One incident per postmortem. Resist the urge to write “the postmortem of my whole month”. You will end up with a sad essay and zero action items. One incident, one document.

Park it. When the document is done, close the tab. The action items go in your task manager (Jira ticket, Notion page, GitHub issue, whatever). The lessons go in your head. The document itself can sit in a folder you rarely revisit, doing the small job of being available the next time you find yourself in a similar situation and want to remember exactly how it played out.
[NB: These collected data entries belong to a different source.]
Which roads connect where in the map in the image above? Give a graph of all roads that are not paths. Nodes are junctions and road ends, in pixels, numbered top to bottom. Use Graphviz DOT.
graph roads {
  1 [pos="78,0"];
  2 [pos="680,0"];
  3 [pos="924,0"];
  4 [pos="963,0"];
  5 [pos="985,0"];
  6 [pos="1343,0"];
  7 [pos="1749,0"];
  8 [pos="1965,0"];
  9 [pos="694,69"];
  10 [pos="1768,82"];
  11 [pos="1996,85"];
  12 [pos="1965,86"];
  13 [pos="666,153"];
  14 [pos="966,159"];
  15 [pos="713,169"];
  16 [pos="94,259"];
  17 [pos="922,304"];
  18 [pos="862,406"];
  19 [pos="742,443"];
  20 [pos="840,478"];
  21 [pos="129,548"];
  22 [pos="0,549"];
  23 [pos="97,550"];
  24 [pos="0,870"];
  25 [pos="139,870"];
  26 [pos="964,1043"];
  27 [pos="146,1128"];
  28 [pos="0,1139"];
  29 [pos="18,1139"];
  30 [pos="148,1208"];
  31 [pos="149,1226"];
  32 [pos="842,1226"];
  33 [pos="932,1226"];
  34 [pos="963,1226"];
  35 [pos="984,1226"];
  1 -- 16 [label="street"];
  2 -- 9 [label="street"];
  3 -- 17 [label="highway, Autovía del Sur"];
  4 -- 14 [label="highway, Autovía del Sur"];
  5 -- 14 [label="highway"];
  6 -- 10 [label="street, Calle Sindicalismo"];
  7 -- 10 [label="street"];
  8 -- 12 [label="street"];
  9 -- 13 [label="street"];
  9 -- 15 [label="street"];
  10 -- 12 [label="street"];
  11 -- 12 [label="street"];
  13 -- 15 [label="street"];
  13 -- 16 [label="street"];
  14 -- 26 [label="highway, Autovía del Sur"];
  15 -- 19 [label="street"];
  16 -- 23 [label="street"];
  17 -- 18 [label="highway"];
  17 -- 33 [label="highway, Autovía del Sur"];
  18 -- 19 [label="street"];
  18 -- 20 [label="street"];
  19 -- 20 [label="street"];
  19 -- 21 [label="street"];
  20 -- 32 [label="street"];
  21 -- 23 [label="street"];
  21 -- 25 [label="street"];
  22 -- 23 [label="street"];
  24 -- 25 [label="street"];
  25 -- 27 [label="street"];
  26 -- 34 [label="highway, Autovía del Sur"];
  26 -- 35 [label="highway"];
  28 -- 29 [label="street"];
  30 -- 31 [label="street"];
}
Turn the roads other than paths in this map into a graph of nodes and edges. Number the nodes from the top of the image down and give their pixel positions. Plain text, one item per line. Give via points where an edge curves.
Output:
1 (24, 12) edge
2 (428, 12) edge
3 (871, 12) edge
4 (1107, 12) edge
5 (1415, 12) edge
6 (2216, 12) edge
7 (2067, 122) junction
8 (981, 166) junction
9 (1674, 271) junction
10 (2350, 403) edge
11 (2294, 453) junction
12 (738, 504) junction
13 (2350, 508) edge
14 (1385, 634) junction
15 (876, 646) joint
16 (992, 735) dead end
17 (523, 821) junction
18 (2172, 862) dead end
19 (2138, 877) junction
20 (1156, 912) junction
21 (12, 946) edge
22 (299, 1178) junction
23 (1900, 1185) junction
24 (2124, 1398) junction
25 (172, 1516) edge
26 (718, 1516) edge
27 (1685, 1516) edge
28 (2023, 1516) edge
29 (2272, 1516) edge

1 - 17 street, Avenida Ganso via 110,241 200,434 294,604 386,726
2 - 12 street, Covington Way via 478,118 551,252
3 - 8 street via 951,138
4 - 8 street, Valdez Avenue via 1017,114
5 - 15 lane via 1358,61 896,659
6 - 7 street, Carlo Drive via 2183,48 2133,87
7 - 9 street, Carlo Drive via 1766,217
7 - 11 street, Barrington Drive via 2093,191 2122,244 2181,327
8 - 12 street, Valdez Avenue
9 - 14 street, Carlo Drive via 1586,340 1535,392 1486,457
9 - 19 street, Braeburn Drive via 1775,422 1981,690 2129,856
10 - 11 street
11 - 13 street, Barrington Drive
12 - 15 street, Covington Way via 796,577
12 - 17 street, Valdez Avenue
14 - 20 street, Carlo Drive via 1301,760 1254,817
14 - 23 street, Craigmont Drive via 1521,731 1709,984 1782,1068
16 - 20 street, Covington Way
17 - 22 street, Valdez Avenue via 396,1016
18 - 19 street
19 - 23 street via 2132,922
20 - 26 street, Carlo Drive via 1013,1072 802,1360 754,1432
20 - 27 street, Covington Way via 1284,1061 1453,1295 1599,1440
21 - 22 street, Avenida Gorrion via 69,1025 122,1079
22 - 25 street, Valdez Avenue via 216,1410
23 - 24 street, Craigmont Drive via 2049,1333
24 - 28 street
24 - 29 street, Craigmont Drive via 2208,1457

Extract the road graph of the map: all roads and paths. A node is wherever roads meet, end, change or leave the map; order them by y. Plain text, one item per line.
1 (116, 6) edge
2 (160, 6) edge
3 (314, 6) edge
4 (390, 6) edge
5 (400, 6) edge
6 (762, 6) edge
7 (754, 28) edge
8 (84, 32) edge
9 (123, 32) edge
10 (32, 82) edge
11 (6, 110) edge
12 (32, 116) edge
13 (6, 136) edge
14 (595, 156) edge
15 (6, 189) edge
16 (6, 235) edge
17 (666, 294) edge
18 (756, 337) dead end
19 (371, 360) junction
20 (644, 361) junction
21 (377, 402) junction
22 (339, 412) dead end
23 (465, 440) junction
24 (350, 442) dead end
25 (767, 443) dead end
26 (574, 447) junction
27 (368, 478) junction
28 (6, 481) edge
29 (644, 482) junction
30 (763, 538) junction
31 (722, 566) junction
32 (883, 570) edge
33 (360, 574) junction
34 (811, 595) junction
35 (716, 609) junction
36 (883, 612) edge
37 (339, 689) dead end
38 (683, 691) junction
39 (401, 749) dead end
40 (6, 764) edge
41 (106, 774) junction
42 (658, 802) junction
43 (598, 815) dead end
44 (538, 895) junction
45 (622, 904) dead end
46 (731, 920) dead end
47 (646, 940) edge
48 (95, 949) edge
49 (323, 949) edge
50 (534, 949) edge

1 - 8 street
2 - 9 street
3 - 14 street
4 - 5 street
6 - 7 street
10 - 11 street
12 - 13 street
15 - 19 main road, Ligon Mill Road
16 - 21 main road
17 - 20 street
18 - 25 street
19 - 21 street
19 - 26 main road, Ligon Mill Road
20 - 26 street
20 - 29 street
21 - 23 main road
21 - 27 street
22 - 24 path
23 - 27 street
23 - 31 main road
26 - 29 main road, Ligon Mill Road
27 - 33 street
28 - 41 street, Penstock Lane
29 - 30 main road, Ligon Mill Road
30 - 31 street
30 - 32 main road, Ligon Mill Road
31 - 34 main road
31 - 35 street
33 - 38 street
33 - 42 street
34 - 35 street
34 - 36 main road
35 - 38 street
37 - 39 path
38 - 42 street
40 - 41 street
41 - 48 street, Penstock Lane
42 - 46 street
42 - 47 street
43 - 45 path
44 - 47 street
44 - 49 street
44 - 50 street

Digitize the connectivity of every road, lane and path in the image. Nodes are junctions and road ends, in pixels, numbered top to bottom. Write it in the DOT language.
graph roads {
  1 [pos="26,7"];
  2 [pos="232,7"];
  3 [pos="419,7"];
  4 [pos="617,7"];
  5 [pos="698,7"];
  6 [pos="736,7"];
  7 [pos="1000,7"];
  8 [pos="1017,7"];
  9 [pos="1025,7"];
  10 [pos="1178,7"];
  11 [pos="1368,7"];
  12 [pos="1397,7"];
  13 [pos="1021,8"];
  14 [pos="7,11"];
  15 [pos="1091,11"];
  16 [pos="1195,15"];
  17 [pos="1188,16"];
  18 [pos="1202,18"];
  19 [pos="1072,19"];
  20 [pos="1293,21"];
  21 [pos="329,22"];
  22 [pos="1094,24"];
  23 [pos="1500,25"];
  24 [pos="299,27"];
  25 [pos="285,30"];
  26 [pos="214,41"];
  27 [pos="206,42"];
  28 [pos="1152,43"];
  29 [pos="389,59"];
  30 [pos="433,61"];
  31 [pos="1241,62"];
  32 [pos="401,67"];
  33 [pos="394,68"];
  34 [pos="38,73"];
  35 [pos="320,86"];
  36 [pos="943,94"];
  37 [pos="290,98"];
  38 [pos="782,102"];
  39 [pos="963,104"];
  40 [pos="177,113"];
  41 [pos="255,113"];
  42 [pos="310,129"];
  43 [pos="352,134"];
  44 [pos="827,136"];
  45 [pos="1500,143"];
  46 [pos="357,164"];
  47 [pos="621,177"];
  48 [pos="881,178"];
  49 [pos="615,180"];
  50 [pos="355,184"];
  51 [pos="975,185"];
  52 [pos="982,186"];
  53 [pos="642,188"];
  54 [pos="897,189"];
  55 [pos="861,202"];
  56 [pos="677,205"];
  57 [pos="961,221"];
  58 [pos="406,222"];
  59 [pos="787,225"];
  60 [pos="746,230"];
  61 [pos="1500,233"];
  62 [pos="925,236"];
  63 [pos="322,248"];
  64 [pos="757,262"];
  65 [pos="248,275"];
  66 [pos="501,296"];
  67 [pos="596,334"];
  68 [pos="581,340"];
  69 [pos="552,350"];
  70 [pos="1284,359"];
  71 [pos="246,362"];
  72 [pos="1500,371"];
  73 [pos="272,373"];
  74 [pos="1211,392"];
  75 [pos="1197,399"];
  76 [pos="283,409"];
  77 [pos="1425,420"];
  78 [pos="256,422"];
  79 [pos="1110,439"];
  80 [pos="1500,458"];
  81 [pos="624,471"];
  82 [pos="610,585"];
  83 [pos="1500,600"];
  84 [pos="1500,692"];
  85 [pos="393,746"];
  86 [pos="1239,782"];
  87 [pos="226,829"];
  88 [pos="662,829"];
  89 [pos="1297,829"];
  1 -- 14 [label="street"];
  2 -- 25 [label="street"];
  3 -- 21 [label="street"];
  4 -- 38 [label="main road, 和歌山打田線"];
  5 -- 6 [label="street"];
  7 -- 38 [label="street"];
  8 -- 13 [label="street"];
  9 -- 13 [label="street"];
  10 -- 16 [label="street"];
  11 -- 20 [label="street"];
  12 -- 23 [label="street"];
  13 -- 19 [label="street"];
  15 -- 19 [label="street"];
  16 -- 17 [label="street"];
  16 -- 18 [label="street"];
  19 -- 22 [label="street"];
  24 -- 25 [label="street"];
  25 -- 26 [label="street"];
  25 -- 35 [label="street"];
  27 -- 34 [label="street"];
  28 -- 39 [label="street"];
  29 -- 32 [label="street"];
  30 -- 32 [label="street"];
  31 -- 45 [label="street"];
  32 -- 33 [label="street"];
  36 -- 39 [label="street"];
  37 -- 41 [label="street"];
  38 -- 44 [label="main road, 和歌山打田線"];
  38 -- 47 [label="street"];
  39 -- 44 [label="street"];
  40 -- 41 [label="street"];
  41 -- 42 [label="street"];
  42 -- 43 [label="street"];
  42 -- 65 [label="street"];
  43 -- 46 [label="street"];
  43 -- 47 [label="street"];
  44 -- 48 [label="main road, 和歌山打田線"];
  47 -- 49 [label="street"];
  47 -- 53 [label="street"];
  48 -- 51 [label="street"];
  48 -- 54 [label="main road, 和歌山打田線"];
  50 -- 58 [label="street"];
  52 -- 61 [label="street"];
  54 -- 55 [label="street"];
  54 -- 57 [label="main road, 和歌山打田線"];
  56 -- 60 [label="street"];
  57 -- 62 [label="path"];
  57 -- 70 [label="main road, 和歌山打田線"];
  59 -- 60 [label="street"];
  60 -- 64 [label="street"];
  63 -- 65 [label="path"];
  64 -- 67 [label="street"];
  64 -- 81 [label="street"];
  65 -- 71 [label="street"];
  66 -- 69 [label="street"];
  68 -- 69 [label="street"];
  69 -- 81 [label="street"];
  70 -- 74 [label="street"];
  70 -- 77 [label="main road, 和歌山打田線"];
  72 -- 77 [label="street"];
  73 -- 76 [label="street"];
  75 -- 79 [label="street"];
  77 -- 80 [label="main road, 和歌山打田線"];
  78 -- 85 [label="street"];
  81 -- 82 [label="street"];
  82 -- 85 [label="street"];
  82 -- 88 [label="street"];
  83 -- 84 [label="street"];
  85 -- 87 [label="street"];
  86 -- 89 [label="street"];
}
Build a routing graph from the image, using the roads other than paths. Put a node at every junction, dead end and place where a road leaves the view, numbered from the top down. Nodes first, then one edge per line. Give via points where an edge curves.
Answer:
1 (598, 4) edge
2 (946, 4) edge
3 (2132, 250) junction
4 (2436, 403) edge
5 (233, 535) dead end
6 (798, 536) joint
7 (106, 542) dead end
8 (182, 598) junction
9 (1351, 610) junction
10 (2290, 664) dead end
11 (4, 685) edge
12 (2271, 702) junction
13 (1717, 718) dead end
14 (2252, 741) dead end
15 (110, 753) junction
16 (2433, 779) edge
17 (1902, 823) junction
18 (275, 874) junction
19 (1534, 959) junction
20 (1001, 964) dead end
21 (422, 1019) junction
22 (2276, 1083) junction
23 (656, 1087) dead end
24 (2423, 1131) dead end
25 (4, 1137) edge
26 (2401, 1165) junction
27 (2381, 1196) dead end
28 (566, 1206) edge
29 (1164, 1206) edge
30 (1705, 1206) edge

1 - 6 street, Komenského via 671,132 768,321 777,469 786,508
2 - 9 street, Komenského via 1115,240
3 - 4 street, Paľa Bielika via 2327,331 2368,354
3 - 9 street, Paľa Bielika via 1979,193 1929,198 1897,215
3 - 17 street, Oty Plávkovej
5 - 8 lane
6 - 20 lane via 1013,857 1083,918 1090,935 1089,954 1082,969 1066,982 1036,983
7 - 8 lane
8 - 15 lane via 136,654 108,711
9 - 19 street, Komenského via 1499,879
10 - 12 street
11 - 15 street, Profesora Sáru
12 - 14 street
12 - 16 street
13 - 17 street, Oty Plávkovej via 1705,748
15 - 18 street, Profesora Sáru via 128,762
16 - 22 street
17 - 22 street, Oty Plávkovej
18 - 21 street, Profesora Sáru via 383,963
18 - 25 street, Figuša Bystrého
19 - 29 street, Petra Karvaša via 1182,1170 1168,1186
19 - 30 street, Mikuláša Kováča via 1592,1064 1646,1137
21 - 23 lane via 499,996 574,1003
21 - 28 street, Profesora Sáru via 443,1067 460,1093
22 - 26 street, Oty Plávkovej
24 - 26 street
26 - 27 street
A small thing that has helped me: after I write the postmortem, I write a single sentence at the top. Something like “the deploy at five p.m. Friday broke a finance dashboard; the system had no dbt-to-Looker reference check; I added one and stopped late-Friday deploys”. One sentence. That is the version of the postmortem I will actually remember in six months. The rest is scaffolding for getting to that sentence honestly.

You do not get to choose whether to make mistakes. You only get to choose whether to learn from them, and the difference between learning and not learning is whether you write down what happened while it is still fresh. Forty minutes, five sections, blameless tone, two or three action items, then move on. The discipline is in the writing, not the artefact, and the payoff is years of not making the same mistake twice. Most engineers never do this. The ones who do tend to look, after a few years, like people who got lucky with their growth. They did not. They just took their bad days seriously enough to learn from them.